▶ What you are asked to do:
Look through the entries below. Say how many lines include "ffffff", with nothing added.

Stored items

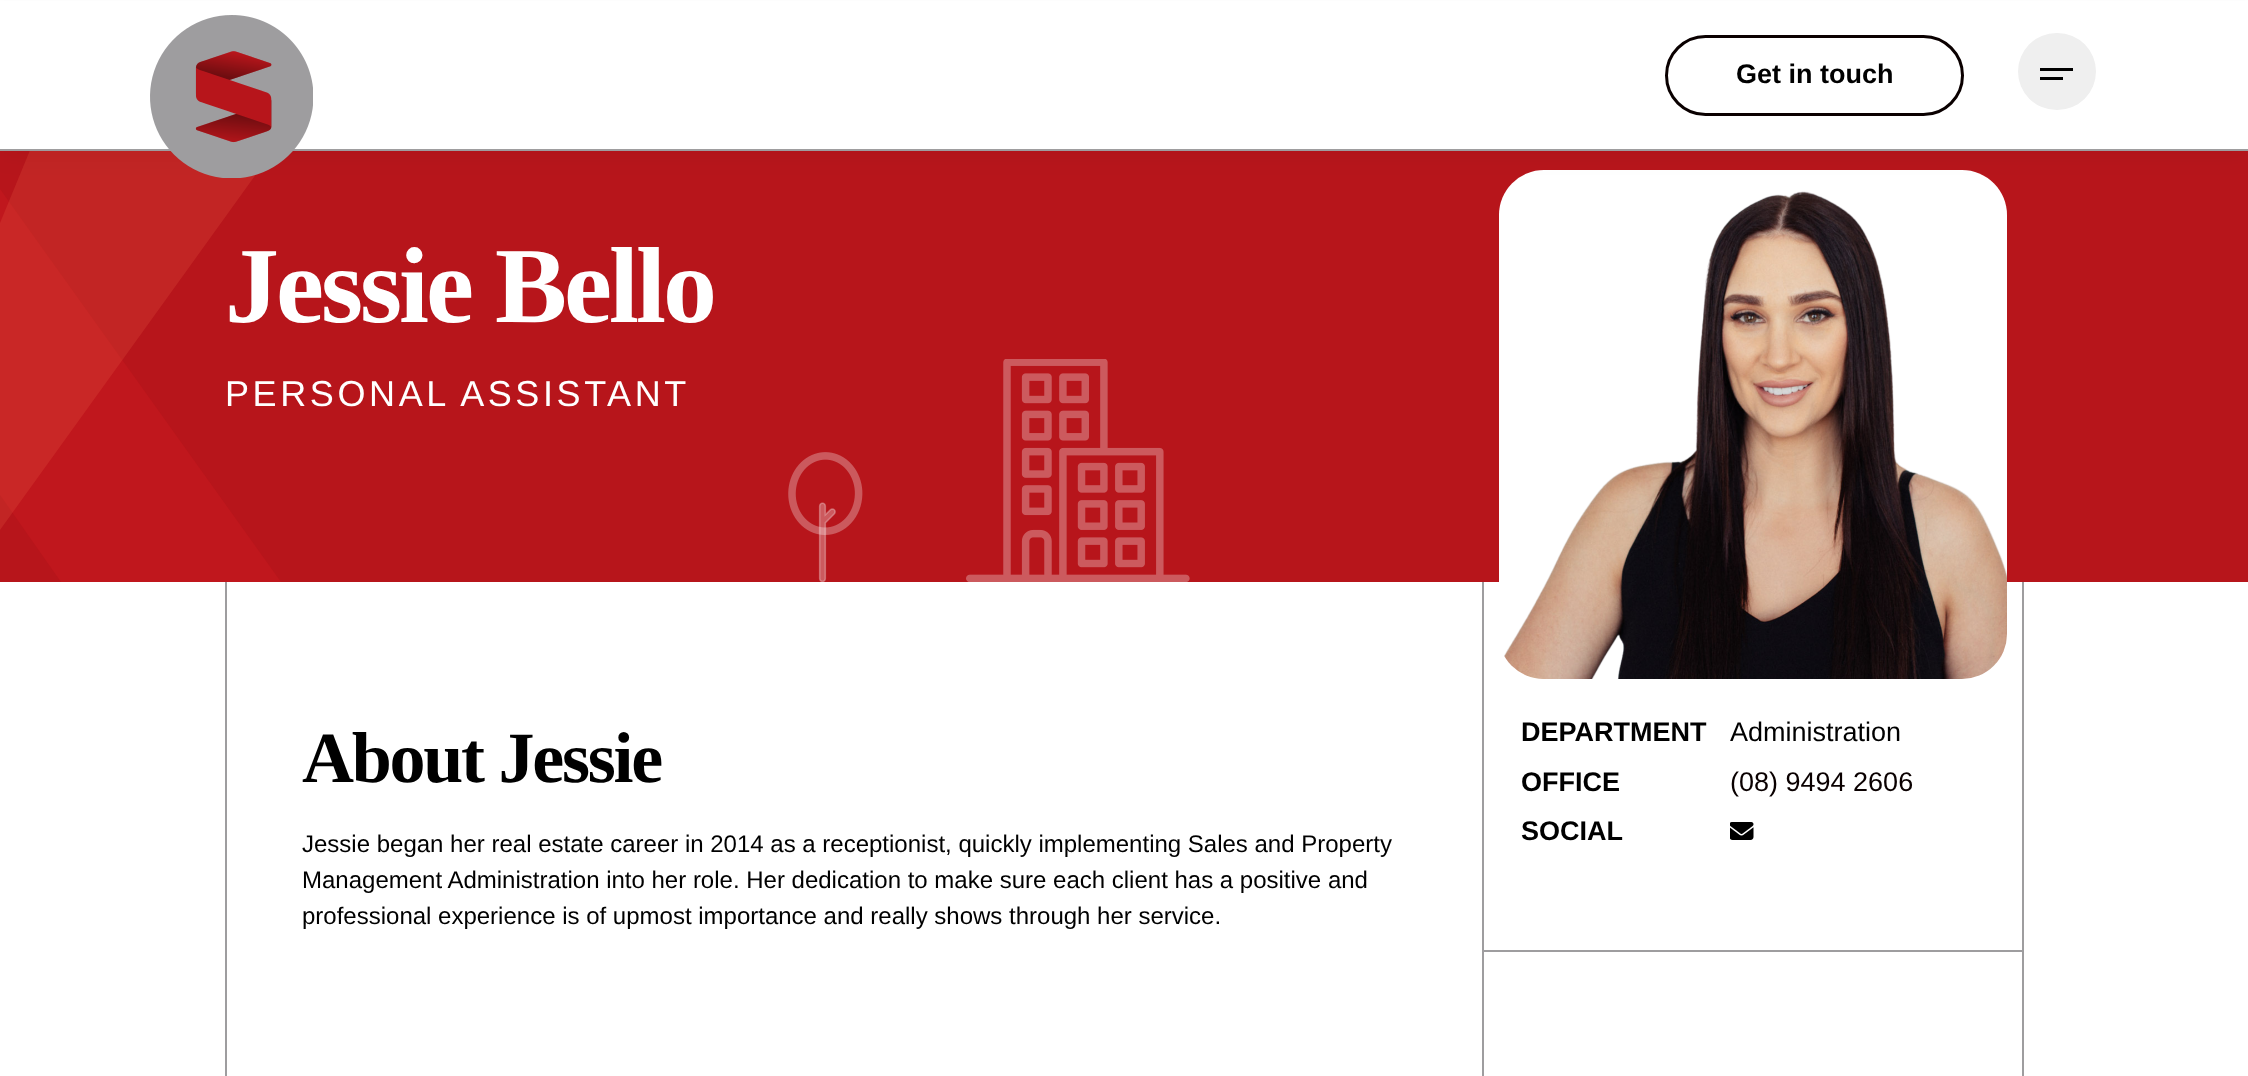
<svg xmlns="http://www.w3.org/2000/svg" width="2248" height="1076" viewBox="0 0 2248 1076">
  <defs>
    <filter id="blur1" x="-50%" y="-200%" width="200%" height="500%"><feGaussianBlur stdDeviation="11"/></filter>
  </defs>
  <rect width="100%" height="100%" fill="#ffffff"/>
  <rect x="226" y="568" width="1257" height="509" fill="none" stroke="#9e9d9f" stroke-width="2"/>
  <rect x="0" y="151" width="2248" height="431" fill="#b7151b"/>
  <path d="M61 582H281L0 189V495Z" fill="#c0171d"/>
  <path d="M339 59L68 58L0 223V530Z" fill="#f2684b" fill-opacity="0.2"/>
  <rect x="1499" y="170" width="508" height="510" rx="45" fill="#ffffff"/>
  <image x="1504" y="191" width="503" height="488" href="img2.png"/>
  <rect x="0" y="8" width="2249" height="150" fill="#000000" fill-opacity="0.04" filter="url(#blur1)"/>
  <rect x="0" y="1" width="2248" height="148" fill="#ffffff"/>
  <rect x="0" y="149" width="2248" height="2" fill="#9e9d9f"/>
  <image x="150" y="15" width="163" height="163" href="img1.png"/>
  <rect x="1666.5" y="36.5" width="296" height="78" rx="39" fill="none" stroke="#0a0000" stroke-width="3"/>
  <text x="1736" y="83" font-family="Liberation Sans" font-size="27" font-weight="bold" fill="#000000">Get in touch</text>
  <rect x="2018" y="33" width="78" height="77" rx="38.5" fill="#efefef"/>
  <rect x="2040" y="68" width="33" height="3" fill="#000000"/>
  <rect x="2040" y="77" width="23" height="3" fill="#000000"/>
  <text x="225" y="322" font-family="Liberation Serif" font-size="108" font-weight="bold" letter-spacing="-3" fill="#ffffff">Jessie Bello</text>
  <text x="225" y="406" font-family="Liberation Sans" font-size="36" letter-spacing="3.6" fill="#ffffff">PERSONAL ASSISTANT</text>
  <image x="788" y="452" width="75" height="130" href="img3.png"/>
  <image x="966" y="359" width="224" height="223" href="img4.png"/>
  <text x="302" y="782" font-family="Liberation Serif" font-size="72" font-weight="bold" letter-spacing="-2.25" fill="#000000">About Jessie</text>
  <text x="302" y="852" font-family="Liberation Sans" font-size="24" fill="#000000">Jessie began her real estate career in 2014 as a receptionist, quickly implementing Sales and Property</text>
  <text x="302" y="888" font-family="Liberation Sans" font-size="24" fill="#000000">Management Administration into her role. Her dedication to make sure each client has a positive and</text>
  <text x="302" y="924" font-family="Liberation Sans" font-size="24" fill="#000000">professional experience is of upmost importance and really shows through her service.</text>
  <rect x="2022" y="582" width="2" height="494" fill="#9e9d9f"/>
  <rect x="1484" y="950" width="538" height="2" fill="#9e9d9f"/>
  <text x="1521" y="741" font-family="Liberation Sans" font-size="27" font-weight="bold" fill="#000000">DEPARTMENT</text>
  <text x="1730" y="741" font-family="Liberation Sans" font-size="27" fill="#000000">Administration</text>
  <text x="1521" y="791" font-family="Liberation Sans" font-size="27" font-weight="bold" fill="#000000">OFFICE</text>
  <text x="1730" y="791" font-family="Liberation Sans" font-size="27" fill="#0a0000">(08) 9494 2606</text>
  <text x="1521" y="840" font-family="Liberation Sans" font-size="27" font-weight="bold" fill="#000000">SOCIAL</text>
  <image x="1730" y="822" width="24" height="18" href="img5.png"/>
</svg>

▶ Answer section:
5